He was hot. He had been carrying his coat, a garment that was not needed on this warm day though he had been grateful for it when he left the Wheatsheaf at dawn. He asked for more directions in a hamlet and was sent down a long lane that twisted between beech woods until he came to Carne Manor's great brick wall, which he followed until he reached a lodge and a pair of cast iron gates hung from stone pillars surmounted with carved griffins. A gravel drive, thick with weeds, led from the locked gates. A bell hung by the lodge, but though Sandman tolled it a dozen times no one answered. Nor could he see anyone inside the estate. Either side of the drive was parkland, a sward of grass dotted by fine elms, beeches and oaks, but no cattle or deer grazed the grass that grew lank and was thick with cornflowers and poppies. Sandman gave the bell a last forlorn tug and, when its sound had faded into the warm afternoon, he stepped back and looked at the spikes on top of the gates. They looked formidable, so he went back up the lane until he came to a place where an elm, growing too close to the wall, had buckled the bricks. The tree's proximity to the wall made it easy to climb. He paused a second on the mortared coping, then dropped down into the park. The grass was long enough to conceal a spring trap set against poachers and so he moved carefully until he reached the gravel drive and then turned towards the house that was hidden beyond some woods growing along the crest of a low hill.

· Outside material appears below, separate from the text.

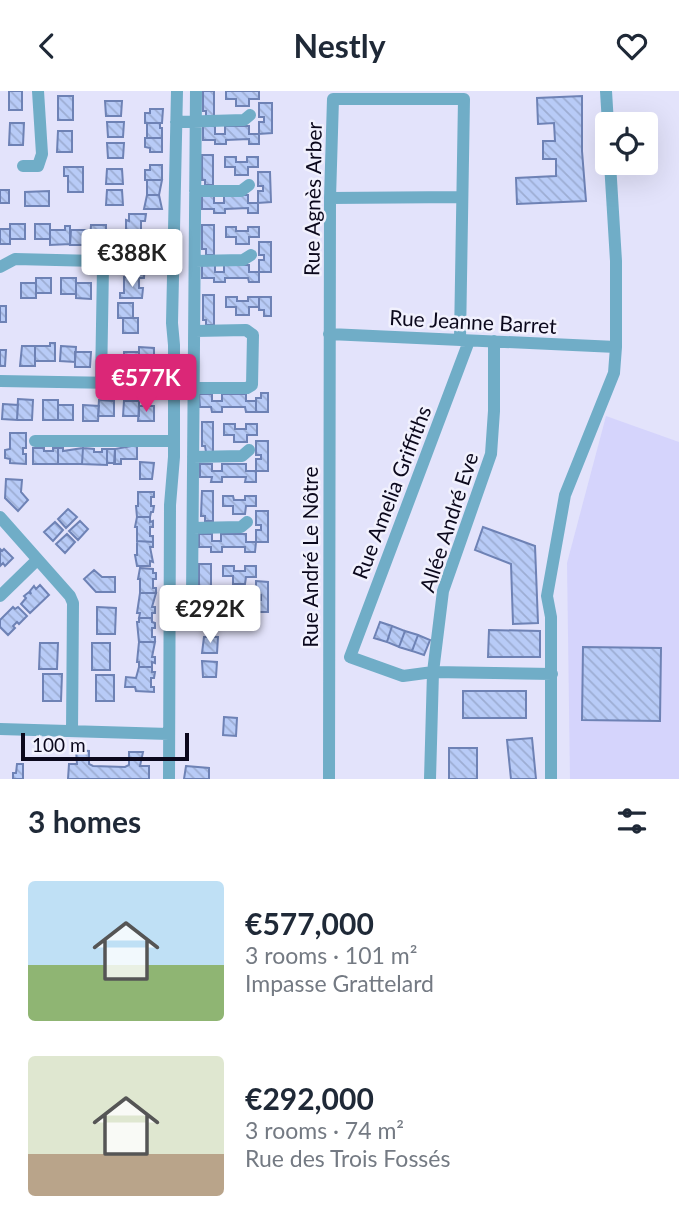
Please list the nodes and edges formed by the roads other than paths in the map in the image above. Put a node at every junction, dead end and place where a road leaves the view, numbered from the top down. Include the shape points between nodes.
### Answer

He walked slowly, half expecting a gamekeeper or some other servant to intercept him, but he saw no one as he followed the drive though a fine stand of beeches in the centre of which was an overgrown glade surrounding a mossy statue of a naked woman hoisting a biblical water jar onto her shoulder. Sandman walked on and, from the far side of the beeches, he could at last see Carne Manor a half-mile away. It was a fine stone building with a façade of three high gables on which ivy grew about mullioned windows. Stables, coach houses and a brick-walled kitchen garden lay to the west, while behind the house were terraced lawns dropping to a placid stream. He walked on down the long drive. It suddenly seemed a futile expedition, futile and expensive, for the Earl's reputation as a recluse suggested that Sandman would most likely be greeted with a horsewhip.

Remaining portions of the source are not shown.